=== PROVIDED INFORMATION ===
--- START ---

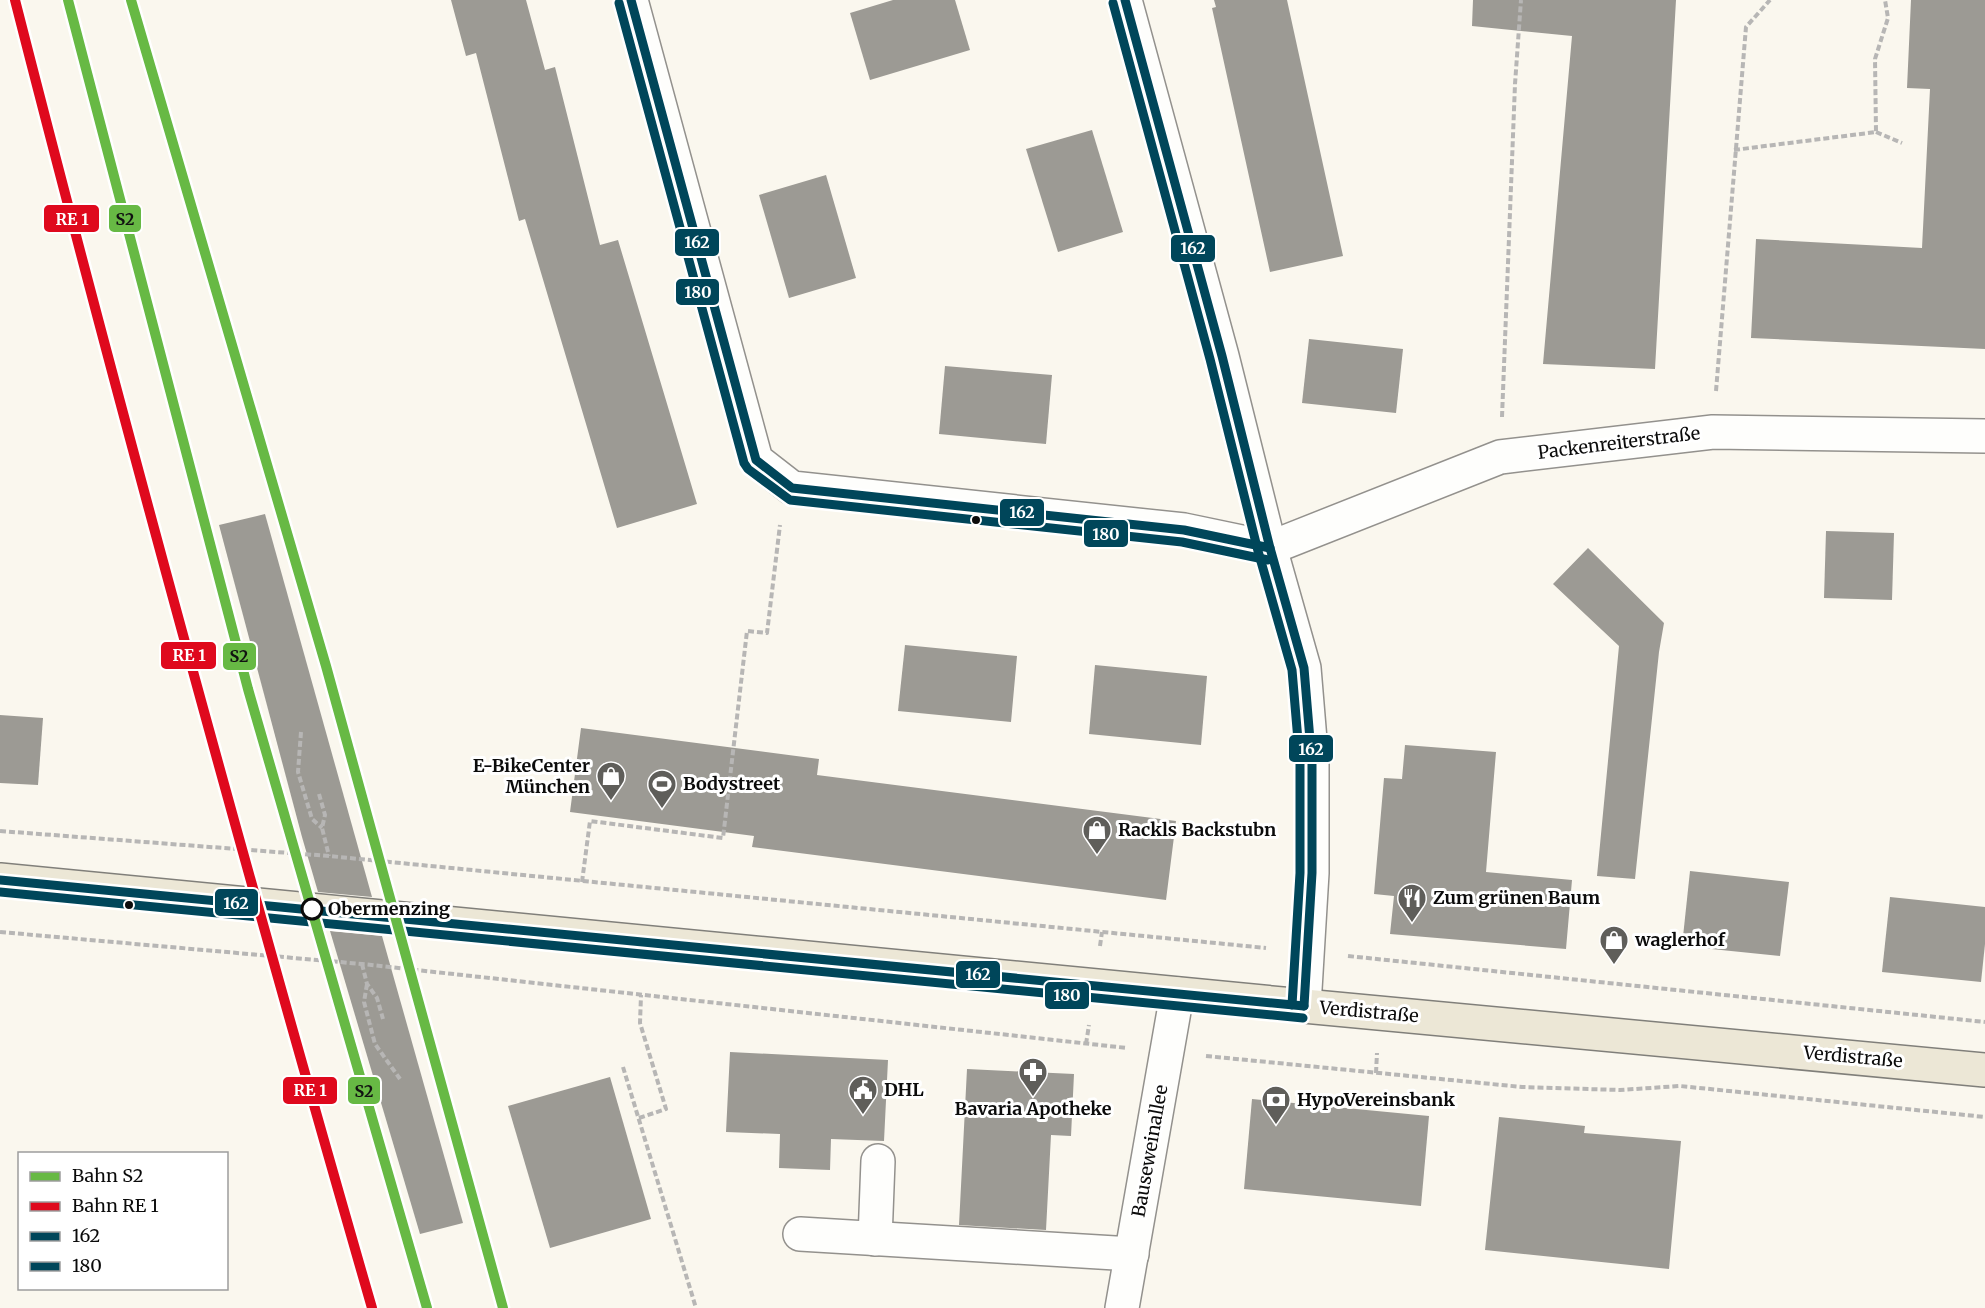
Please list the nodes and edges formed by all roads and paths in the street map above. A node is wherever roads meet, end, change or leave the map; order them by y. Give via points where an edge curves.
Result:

--- END ---
--- START ---

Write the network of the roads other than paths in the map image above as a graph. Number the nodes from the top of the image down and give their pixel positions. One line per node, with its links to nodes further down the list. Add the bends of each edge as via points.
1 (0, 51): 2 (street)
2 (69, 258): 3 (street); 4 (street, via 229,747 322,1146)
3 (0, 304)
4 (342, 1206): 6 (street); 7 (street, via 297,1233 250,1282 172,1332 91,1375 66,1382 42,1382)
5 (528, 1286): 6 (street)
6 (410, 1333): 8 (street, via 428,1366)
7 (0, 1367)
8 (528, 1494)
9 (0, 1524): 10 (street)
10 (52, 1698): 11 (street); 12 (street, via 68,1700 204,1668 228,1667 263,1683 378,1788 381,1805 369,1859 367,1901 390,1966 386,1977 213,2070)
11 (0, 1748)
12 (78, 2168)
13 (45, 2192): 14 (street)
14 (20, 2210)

--- END ---
--- START ---

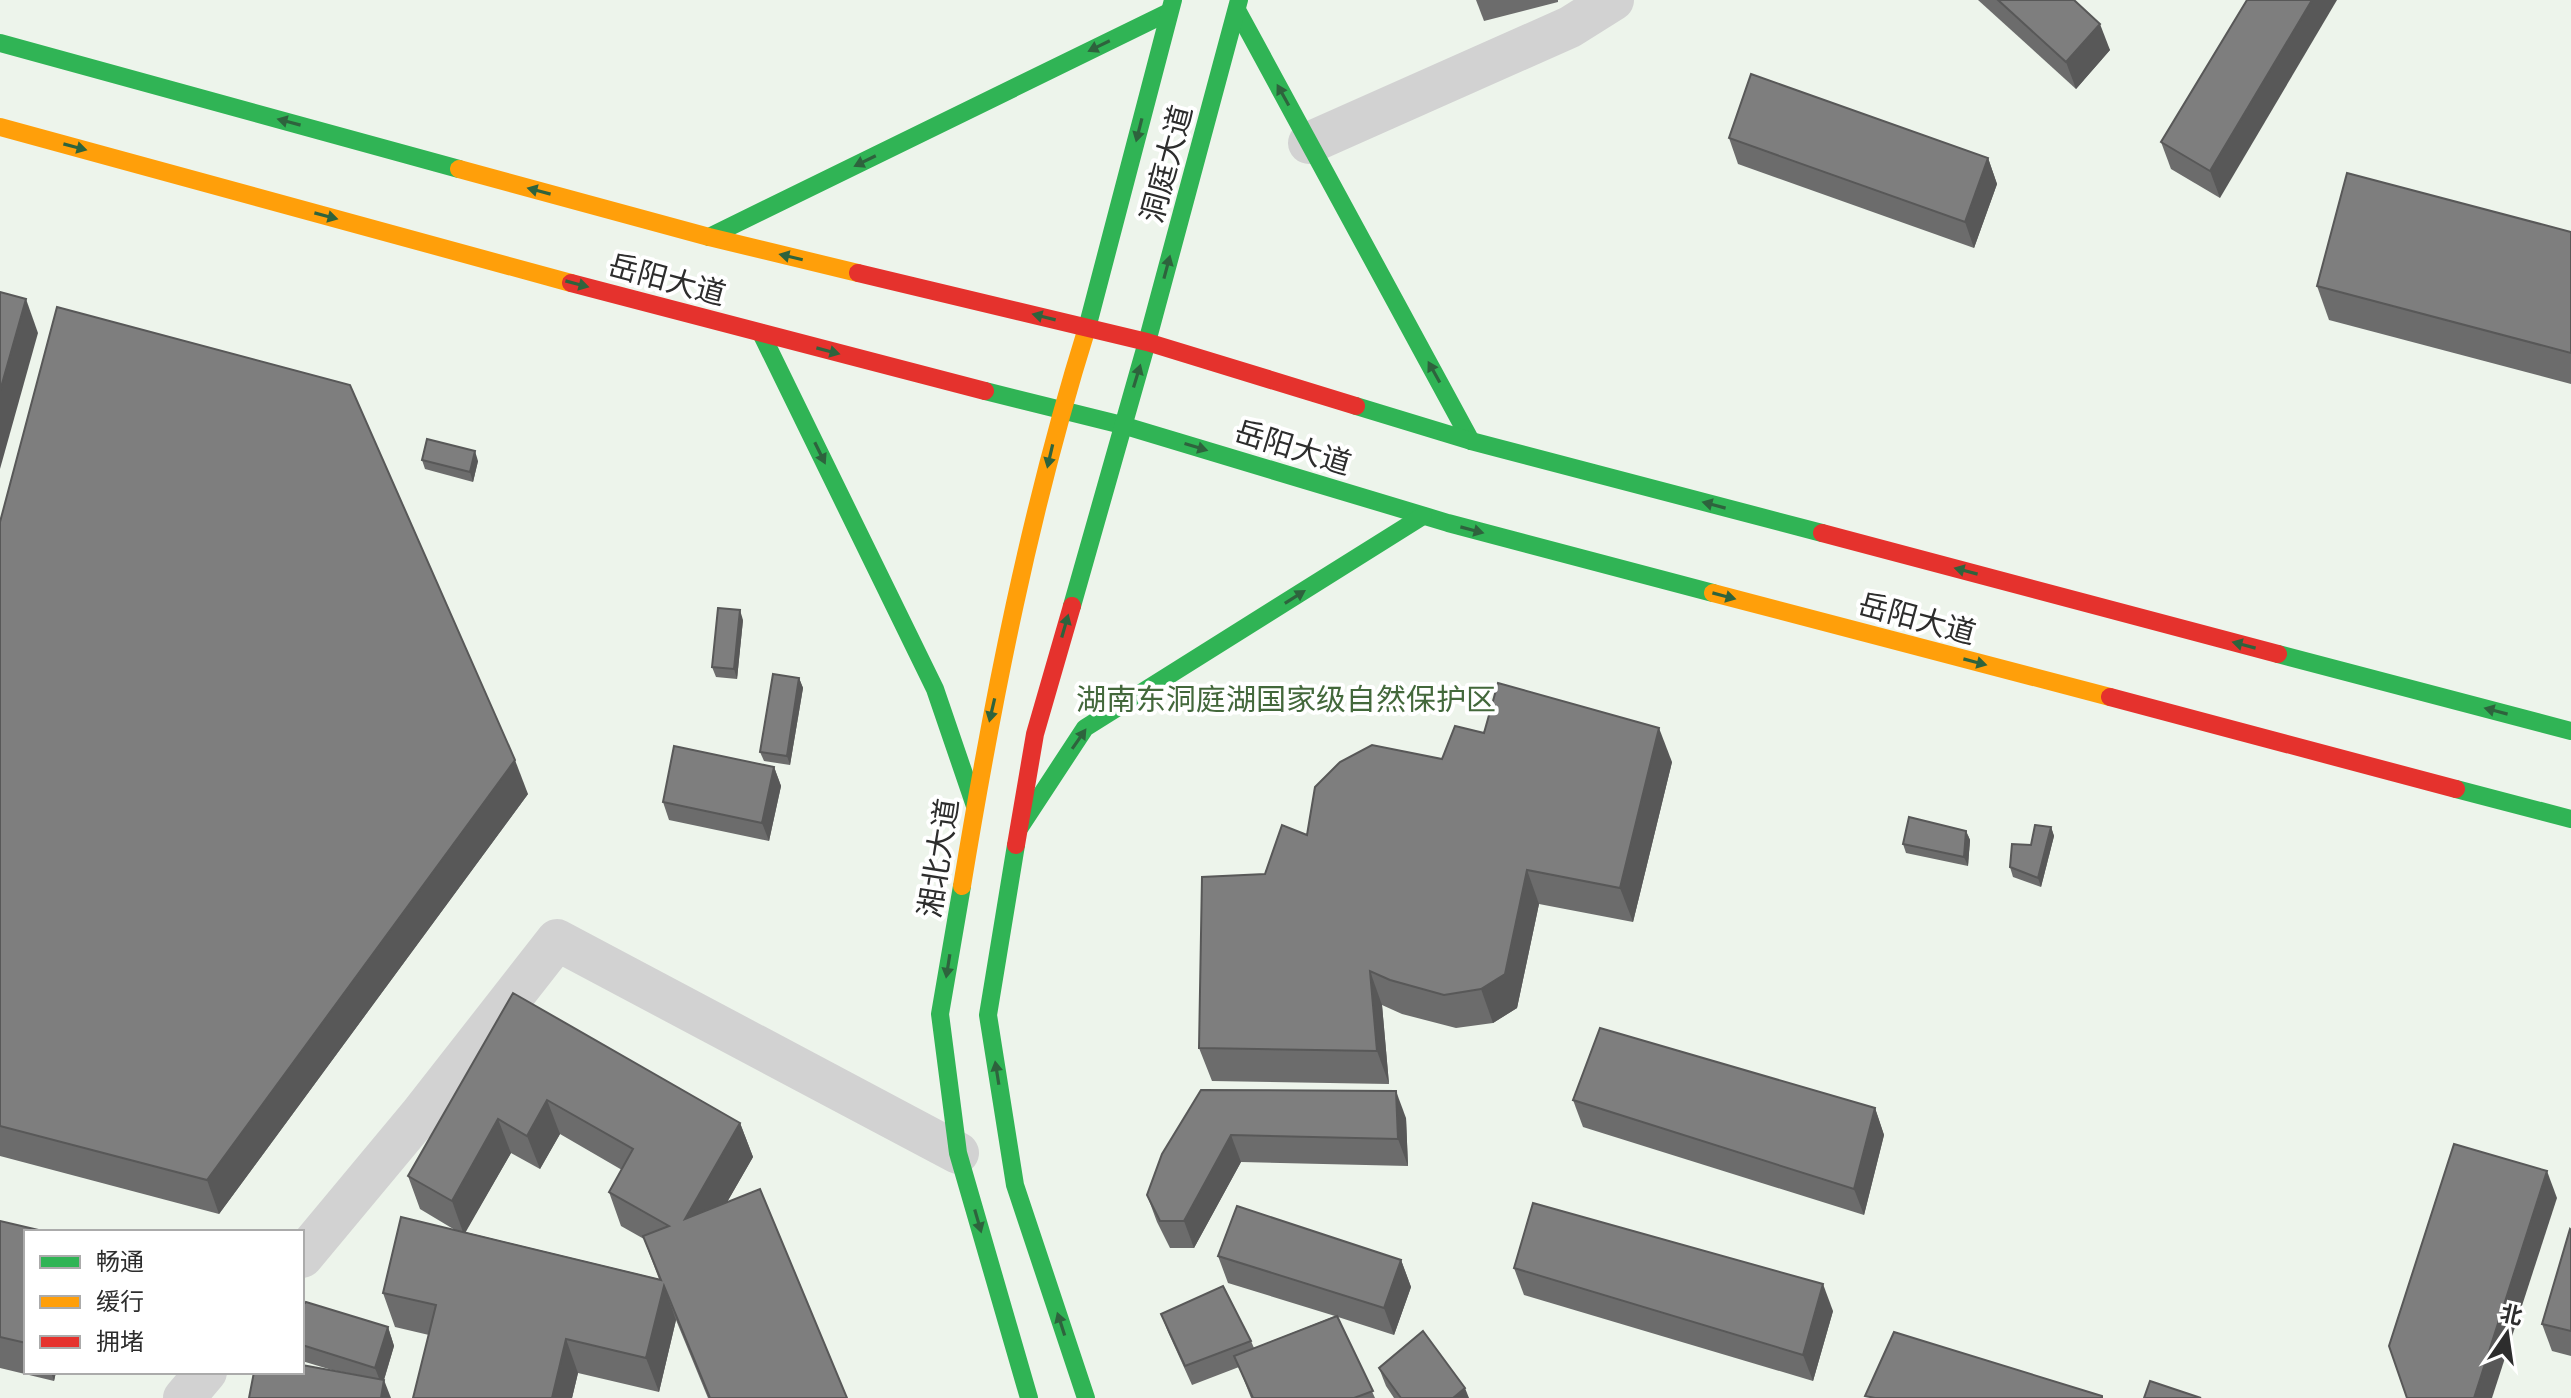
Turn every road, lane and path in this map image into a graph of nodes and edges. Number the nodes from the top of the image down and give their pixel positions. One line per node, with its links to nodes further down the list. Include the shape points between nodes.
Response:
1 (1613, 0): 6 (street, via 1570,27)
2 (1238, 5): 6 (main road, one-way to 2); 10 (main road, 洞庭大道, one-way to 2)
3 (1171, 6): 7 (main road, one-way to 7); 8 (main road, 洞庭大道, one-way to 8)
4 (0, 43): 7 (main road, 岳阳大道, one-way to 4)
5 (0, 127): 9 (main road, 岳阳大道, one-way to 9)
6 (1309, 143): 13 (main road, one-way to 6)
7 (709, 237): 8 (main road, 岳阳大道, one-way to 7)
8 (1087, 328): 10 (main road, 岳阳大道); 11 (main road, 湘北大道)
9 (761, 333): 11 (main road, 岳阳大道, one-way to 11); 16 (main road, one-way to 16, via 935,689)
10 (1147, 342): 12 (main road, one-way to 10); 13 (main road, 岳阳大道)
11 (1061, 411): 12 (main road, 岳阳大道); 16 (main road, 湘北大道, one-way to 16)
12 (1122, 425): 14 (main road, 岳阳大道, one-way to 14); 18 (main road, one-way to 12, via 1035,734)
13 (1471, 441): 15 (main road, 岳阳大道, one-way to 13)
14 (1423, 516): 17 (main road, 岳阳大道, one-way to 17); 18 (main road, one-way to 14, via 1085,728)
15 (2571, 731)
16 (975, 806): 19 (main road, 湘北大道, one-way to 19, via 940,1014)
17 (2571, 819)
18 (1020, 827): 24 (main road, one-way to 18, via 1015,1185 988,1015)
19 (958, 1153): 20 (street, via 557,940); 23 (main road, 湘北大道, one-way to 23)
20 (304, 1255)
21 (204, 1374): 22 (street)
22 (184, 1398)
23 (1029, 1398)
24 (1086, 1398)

--- END ---

=== INSTRUCTIONS TO FOLLOW ===
Identify the lines above that contain the word "edges", then copy them.

=== ANSWER TO THIS PROBLEM ===
Please list the nodes and edges formed by all roads and paths in the street map above. A node is wherever roads meet, end, change or leave the map; order them by y. Give via points where an edge curves.
Turn every road, lane and path in this map image into a graph of nodes and edges. Number the nodes from the top of the image down and give their pixel positions. One line per node, with its links to nodes further down the list. Include the shape points between nodes.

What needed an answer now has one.